ActionFilterAttribute
Write a class that derives from
ActionFilterAttribute and override OnActionExecuting and OnActionExecuted so you can automatically intercept the request and response of every API call. You can, for example, validate requests with code in a single place instead of spreading it all over the controller methods. You can extract request information like an auth token and place it in the request's property collection so it's handy at all times. Anything you want to intercept or do automatically on all API calls can be placed in your action filter class. Register the filter on controller methods like this example:
[HttpDelete]
[Route("")]
[MyActionFilter(...)]
public IHttpActionResult Delete()
{
...
}
You can pass parameters to the filter's constructor if it's useful.
ExceptionFilterAttribute
Write a class that derives from
ExceptionFilterAttribute and override OnException to automatically intercept all errors without the need to spread try-catch code all over the controllers. You can log errors or transform them into different types of responses that are perhaps more friendly for callers of your API. You register the exception filter the same way as the action filter.
HttpParameterBinding
I uncovered this devious and tricky class while trying to automatically convert different types of query values into a controller method's bool parameter. It's quite sensible to allow API callers to specify a true/false value as Y, y, N, n, false, TRUE, 0, 1, and so on. I guessed there was a way of automatically coercing query values like &blah=1 or &blah=y into a bool value, but I had to find the secret plumbing that did this. An obscure hint in a web search pointed me to the
HttpParameterBinding class, but further searches revealed ambiguous and confusing use of the class and the context parameters available to it. By trapping a call in the debugger I eventually managed to figure out just which context values were required to perform the transform I required. Here is the stripped down code that does what I want.
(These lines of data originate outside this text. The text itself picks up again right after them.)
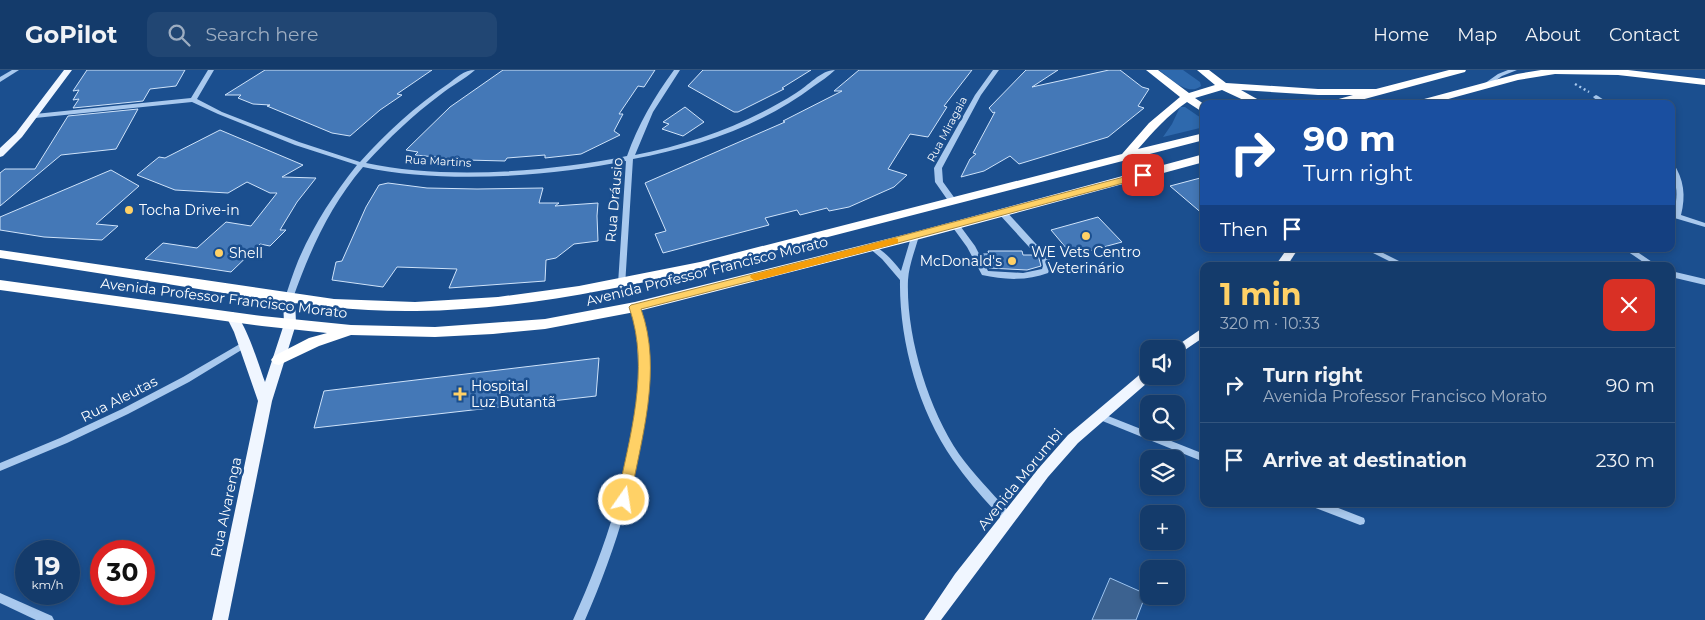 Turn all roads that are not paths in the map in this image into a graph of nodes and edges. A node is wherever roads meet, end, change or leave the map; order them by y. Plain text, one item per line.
1 (16, 70) edge
2 (68, 70) edge
3 (211, 70) edge
4 (472, 70) edge
5 (677, 70) edge
6 (832, 70) edge
7 (996, 70) edge
8 (1151, 70) edge
9 (1202, 70) edge
10 (1461, 70) edge
11 (1514, 70) edge
12 (0, 80) edge
13 (1705, 82) edge
14 (1172, 86) junction
15 (1223, 86) junction
16 (1484, 86) junction
17 (1376, 92) junction
18 (1188, 97) junction
19 (1596, 97) dead end
20 (193, 100) junction
21 (1253, 100) edge
22 (1347, 100) edge
23 (1432, 100) edge
24 (1601, 100) edge
25 (1200, 107) edge
26 (1169, 110) junction
27 (35, 116) junction
28 (20, 135) junction
29 (1200, 137) edge
30 (0, 145) edge
31 (0, 154) edge
32 (1126, 156) junction
33 (630, 159) junction
34 (1200, 159) edge
35 (361, 164) junction
36 (1675, 172) edge
37 (952, 200) junction
38 (1002, 212) junction
39 (1675, 214) edge
40 (1675, 216) edge
41 (955, 225) junction
42 (1705, 226) edge
43 (915, 236) junction
44 (872, 247) junction
45 (1375, 252) edge
46 (1633, 252) edge
47 (0, 254) edge
48 (1397, 262) edge
49 (1648, 262) edge
50 (1675, 275) edge
51 (904, 279) junction
52 (1705, 282) edge
53 (0, 284) edge
54 (622, 284) junction
55 (289, 298) junction
56 (635, 307) junction
57 (232, 316) junction
58 (290, 324) junction
59 (351, 330) junction
60 (1200, 334) edge
61 (245, 344) junction
62 (1185, 345) edge
63 (279, 360) junction
64 (1140, 381) edge
65 (265, 401) junction
66 (1098, 416) junction
67 (1200, 456) edge
68 (0, 467) edge
69 (1325, 507) edge
70 (1008, 518) junction
71 (1360, 521) dead end
72 (0, 598) edge
73 (48, 620) edge
74 (220, 620) edge
75 (579, 620) edge
76 (932, 620) edge

1 - 12 street
2 - 27 main road
3 - 20 street
4 - 35 street, Rua Alvarenga
5 - 33 street, Rua Dráusio
6 - 33 street, Rua Martins
7 - 37 street, Rua Miragaia
8 - 14 highway
9 - 15 highway
10 - 17 highway
11 - 16 street
13 - 16 highway
14 - 18 highway
14 - 26 highway
15 - 17 highway
15 - 18 highway
15 - 21 highway
16 - 23 highway
17 - 22 highway
18 - 25 highway
18 - 26 highway
19 - 24 street
20 - 27 street
20 - 35 street, Rua Martins
26 - 32 highway
27 - 28 main road
28 - 30 main road
28 - 31 main road
29 - 32 highway, Avenida Professor Francisco Morato
32 - 37 highway, Avenida Professor Francisco Morato
33 - 35 street, Rua Martins
33 - 54 street, Rua Dráusio
34 - 38 highway, Avenida Professor Francisco Morato
35 - 55 street, Rua Alvarenga
36 - 39 street
37 - 54 highway, Avenida Professor Francisco Morato
38 - 41 highway, Avenida Professor Francisco Morato
38 - 41 street
40 - 42 street
41 - 43 highway, Avenida Professor Francisco Morato
43 - 44 highway, Avenida Professor Francisco Morato
43 - 51 street
44 - 51 street
44 - 56 highway, Avenida Professor Francisco Morato
45 - 48 street
46 - 49 street
47 - 55 highway, Avenida Professor Francisco Morato
50 - 52 street
51 - 70 street
53 - 57 highway, Avenida Professor Francisco Morato
54 - 55 highway, Avenida Professor Francisco Morato
55 - 58 main road, Rua Alvarenga
56 - 59 highway, Avenida Professor Francisco Morato
56 - 75 street
57 - 58 highway, Avenida Professor Francisco Morato
57 - 61 main road
58 - 59 highway, Avenida Professor Francisco Morato
58 - 63 main road, Rua Alvarenga
59 - 63 highway
60 - 62 main road
61 - 65 main road
61 - 68 street, Rua Aleutas
63 - 65 main road, Rua Alvarenga
64 - 66 main road, Avenida Morumbi
65 - 74 main road, Rua Alvarenga
66 - 67 street
66 - 70 main road, Avenida Morumbi
69 - 71 street
70 - 76 main road, Avenida Morumbi
72 - 73 street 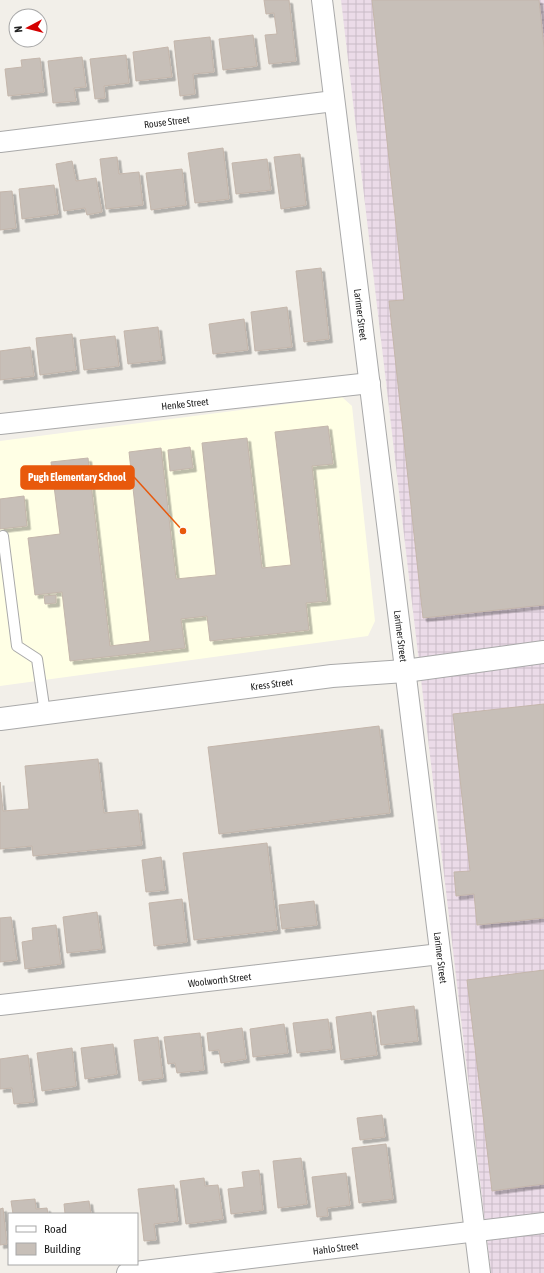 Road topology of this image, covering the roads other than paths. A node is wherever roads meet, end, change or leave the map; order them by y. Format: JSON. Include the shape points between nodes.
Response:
{"nodes":[{"id":1,"x":322,"y":0,"type":"edge"},
{"id":2,"x":334,"y":101,"type":"junction"},
{"id":3,"x":0,"y":142,"type":"edge"},
{"id":4,"x":370,"y":383,"type":"junction"},
{"id":5,"x":0,"y":424,"type":"edge"},
{"id":6,"x":3,"y":536,"type":"dead end"},
{"id":7,"x":544,"y":652,"type":"edge"},
{"id":8,"x":404,"y":671,"type":"junction"},
{"id":9,"x":45,"y":713,"type":"junction"},
{"id":10,"x":0,"y":719,"type":"edge"},
{"id":11,"x":440,"y":954,"type":"junction"},
{"id":12,"x":0,"y":1005,"type":"edge"},
{"id":13,"x":544,"y":1223,"type":"edge"},
{"id":14,"x":475,"y":1231,"type":"junction"},
{"id":15,"x":127,"y":1273,"type":"edge"},
{"id":16,"x":480,"y":1273,"type":"edge"}],
"edges":[{"from":1,"to":2,"type":"street","name":"Larimer Street"},
{"from":2,"to":3,"type":"street","name":"Rouse Street"},
{"from":2,"to":4,"type":"street","name":"Larimer Street"},
{"from":4,"to":5,"type":"street","name":"Henke Street"},
{"from":4,"to":8,"type":"street","name":"Larimer Street"},
{"from":6,"to":9,"type":"lane","via":[[17,646],[37,659]]},
{"from":7,"to":8,"type":"street","name":"Kress Street"},
{"from":8,"to":9,"type":"street","name":"Kress Street","via":[[332,676]]},
{"from":8,"to":11,"type":"street","name":"Larimer Street"},
{"from":9,"to":10,"type":"street","name":"Kress Street"},
{"from":11,"to":12,"type":"street","name":"Woolworth Street"},
{"from":11,"to":14,"type":"street","name":"Larimer Street"},
{"from":13,"to":14,"type":"street","name":"Hahlo Street"},
{"from":14,"to":15,"type":"street","name":"Hahlo Street"},
{"from":14,"to":16,"type":"street","name":"Larimer Street"}]} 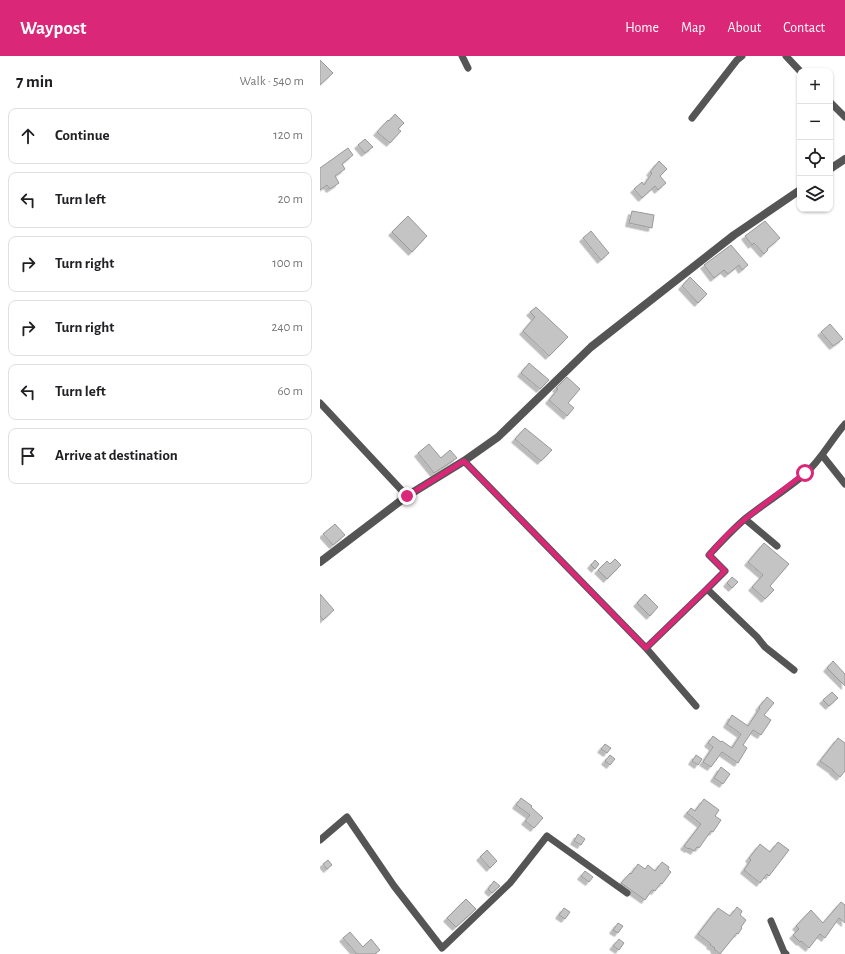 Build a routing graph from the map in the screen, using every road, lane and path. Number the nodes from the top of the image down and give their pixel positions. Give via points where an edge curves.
1 (462, 56) edge
2 (742, 56) edge
3 (786, 56) edge
4 (468, 68) dead end
5 (797, 68) edge
6 (832, 104) edge
7 (845, 117) edge
8 (692, 118) dead end
9 (845, 159) edge
10 (833, 167) edge
11 (797, 192) edge
12 (320, 403) edge
13 (845, 424) edge
14 (822, 455) junction
15 (464, 461) junction
16 (845, 484) edge
17 (407, 496) junction
18 (745, 519) junction
19 (777, 546) dead end
20 (320, 562) edge
21 (707, 589) junction
22 (646, 648) junction
23 (794, 670) dead end
24 (696, 706) dead end
25 (320, 840) edge
26 (627, 893) dead end
27 (771, 921) dead end
28 (786, 954) edge

1 - 4 street
2 - 8 street
3 - 5 street
6 - 7 street
9 - 10 street
11 - 15 street via 734,235 591,347 498,437
12 - 17 street
13 - 14 street
14 - 16 street
14 - 18 street via 805,473
15 - 17 street
15 - 22 street
17 - 20 street
18 - 19 street
18 - 21 street via 709,555 725,571
21 - 22 street
21 - 23 street via 765,647
22 - 24 street
25 - 26 street via 347,817 394,886 442,948 510,882 547,836
27 - 28 street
public override Task ExecuteBindingAsync(...)
{
var dict = HttpUtility.ParseQueryString(actionContext.Request.RequestUri.Query);
string raw = dict[Descriptor.ParameterName];
bool? value = null;
if (Regex.IsMatch(raw ?? "", $"^(?:y|true|1)$", RegexOptions.IgnoreCase))
{
value = true;
}
else if (Regex.IsMatch(raw ?? "", $"^(?:n|false|0)$", RegexOptions.IgnoreCase))
{
value = false;
}
actionContext.ActionArguments.Add(Descriptor.ParameterName, value ?? Descriptor.DefaultValue);
return Task.FromResult(0);
}
The raw string value named in Descriptor.ParameterName is parsed out of the request query string, inspected and transformed into the required bool value and placed in the actionContext.actionArguments collection for passing into the controller method. You can use this sort of parameter binding code to transform any incoming value into another type. You will need to create a small custom Attribute to apply your binding to a parameter, then use it like this:
internal class BoolBindingAttribute : ParameterBindingAttribute
{
public override HttpParameterBinding GetBinding(HttpParameterDescriptor parameter)
{
return new BoolParameterBinding(parameter);
}
}
public IHttpActionResult Foo([MyBoolBinding] bool blah)
{
...
}
So if a request contains &blah=1 it will be silently transformed into true.
AddQueryStringMapping
It is a web service convention that the response body format obey the
Accept request header MIME type value. So for example sending the header
Accept: application/xml will result in an XML response body. For the convenience of callers, and for easier testing, it's possible to map a query parameter to a MIME type. In the static WebApiConfig Register method, add lines like these popular examples:
config.Formatters.JsonFormatter.AddQueryStringMapping("format", "json", "application/json");
config.Formatters.XmlFormatter.AddQueryStringMapping("format", "xml", "application/xml");
You can then simply add ?format=xml to a request query to get the same effect as adding the corresponding request header.